■ Collected data entries
--- START ---
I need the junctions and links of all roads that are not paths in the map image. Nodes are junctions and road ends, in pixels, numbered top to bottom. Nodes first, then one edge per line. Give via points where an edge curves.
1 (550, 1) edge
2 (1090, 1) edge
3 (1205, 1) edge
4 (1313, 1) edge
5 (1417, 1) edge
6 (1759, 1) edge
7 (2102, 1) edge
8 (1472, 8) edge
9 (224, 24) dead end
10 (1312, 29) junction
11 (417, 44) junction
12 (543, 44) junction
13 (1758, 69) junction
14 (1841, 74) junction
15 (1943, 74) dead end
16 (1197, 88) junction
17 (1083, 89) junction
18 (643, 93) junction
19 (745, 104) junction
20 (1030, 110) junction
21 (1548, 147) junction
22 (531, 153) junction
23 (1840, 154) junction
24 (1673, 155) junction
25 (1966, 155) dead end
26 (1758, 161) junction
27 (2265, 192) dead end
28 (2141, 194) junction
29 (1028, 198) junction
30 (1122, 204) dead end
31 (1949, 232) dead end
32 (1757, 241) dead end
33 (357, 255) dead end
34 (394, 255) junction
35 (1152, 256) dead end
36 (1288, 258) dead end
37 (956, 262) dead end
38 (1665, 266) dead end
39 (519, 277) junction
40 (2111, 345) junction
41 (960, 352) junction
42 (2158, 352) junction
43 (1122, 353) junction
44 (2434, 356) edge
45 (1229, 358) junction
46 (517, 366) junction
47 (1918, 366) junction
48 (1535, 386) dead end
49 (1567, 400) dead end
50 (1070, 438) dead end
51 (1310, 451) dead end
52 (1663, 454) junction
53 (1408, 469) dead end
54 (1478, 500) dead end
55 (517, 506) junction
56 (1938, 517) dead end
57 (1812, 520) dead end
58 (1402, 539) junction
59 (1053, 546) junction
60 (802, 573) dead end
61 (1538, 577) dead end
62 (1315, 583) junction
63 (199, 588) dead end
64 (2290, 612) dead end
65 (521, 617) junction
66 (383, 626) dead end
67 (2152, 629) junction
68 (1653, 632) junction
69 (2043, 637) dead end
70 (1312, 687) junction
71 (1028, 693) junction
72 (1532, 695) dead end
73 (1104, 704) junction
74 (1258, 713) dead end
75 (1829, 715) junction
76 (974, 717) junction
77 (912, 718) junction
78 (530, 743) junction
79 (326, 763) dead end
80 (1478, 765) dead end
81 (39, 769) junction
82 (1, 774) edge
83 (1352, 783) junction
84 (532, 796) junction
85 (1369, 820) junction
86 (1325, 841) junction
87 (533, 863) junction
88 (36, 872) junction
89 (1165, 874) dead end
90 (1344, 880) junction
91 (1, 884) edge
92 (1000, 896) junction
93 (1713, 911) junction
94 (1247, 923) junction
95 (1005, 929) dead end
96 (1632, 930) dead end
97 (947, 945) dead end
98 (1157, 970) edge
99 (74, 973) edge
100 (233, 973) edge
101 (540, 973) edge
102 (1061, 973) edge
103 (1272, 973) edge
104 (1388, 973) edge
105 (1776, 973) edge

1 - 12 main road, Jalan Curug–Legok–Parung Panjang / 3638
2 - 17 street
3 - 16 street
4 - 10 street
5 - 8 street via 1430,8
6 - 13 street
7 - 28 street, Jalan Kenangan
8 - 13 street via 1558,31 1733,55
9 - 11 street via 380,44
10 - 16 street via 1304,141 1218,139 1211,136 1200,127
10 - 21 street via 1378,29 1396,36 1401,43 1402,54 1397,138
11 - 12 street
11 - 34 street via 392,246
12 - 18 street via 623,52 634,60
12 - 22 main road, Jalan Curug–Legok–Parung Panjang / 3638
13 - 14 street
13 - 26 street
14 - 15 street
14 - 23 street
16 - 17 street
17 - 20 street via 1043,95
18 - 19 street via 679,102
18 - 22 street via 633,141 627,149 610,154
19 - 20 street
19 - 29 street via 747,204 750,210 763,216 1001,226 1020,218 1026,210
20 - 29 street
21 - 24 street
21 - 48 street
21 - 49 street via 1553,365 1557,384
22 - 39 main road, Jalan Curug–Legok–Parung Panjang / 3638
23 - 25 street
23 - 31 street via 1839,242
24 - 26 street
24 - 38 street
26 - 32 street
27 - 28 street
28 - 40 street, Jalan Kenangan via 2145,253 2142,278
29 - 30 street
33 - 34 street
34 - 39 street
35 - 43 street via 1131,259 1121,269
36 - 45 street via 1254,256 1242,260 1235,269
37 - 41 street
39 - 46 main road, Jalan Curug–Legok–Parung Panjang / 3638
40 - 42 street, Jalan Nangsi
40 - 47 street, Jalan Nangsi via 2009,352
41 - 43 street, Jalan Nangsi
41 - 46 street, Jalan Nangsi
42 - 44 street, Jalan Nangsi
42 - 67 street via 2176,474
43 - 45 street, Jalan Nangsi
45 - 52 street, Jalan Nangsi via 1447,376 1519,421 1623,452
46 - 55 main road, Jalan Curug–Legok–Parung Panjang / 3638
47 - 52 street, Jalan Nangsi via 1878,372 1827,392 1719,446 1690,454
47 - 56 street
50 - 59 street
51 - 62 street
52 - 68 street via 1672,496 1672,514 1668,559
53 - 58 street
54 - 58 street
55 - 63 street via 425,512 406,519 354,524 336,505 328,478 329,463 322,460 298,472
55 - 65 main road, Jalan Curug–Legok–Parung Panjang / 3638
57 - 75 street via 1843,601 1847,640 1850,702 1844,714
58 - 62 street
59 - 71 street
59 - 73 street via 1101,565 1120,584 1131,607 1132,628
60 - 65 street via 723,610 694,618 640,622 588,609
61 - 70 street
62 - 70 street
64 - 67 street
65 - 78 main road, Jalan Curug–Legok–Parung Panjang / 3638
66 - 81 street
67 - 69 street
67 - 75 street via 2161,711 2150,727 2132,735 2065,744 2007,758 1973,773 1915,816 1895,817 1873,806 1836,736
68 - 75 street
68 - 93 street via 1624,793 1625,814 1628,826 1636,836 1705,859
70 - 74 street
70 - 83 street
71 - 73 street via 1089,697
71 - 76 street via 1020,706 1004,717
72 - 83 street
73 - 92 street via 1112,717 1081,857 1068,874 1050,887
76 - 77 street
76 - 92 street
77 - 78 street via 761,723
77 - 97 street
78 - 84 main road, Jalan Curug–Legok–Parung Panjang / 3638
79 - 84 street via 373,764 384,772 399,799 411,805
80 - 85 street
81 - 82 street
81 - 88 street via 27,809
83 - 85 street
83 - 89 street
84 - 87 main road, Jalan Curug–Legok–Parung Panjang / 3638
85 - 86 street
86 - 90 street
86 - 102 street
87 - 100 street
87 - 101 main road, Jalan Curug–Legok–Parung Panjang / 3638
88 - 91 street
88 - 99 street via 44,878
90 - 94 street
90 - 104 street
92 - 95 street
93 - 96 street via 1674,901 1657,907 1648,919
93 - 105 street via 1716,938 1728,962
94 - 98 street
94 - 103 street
--- END ---
All lines holding the word "Kenangan" must be copied from the data.

7 - 28 street, Jalan Kenangan
28 - 40 street, Jalan Kenangan via 2145,253 2142,278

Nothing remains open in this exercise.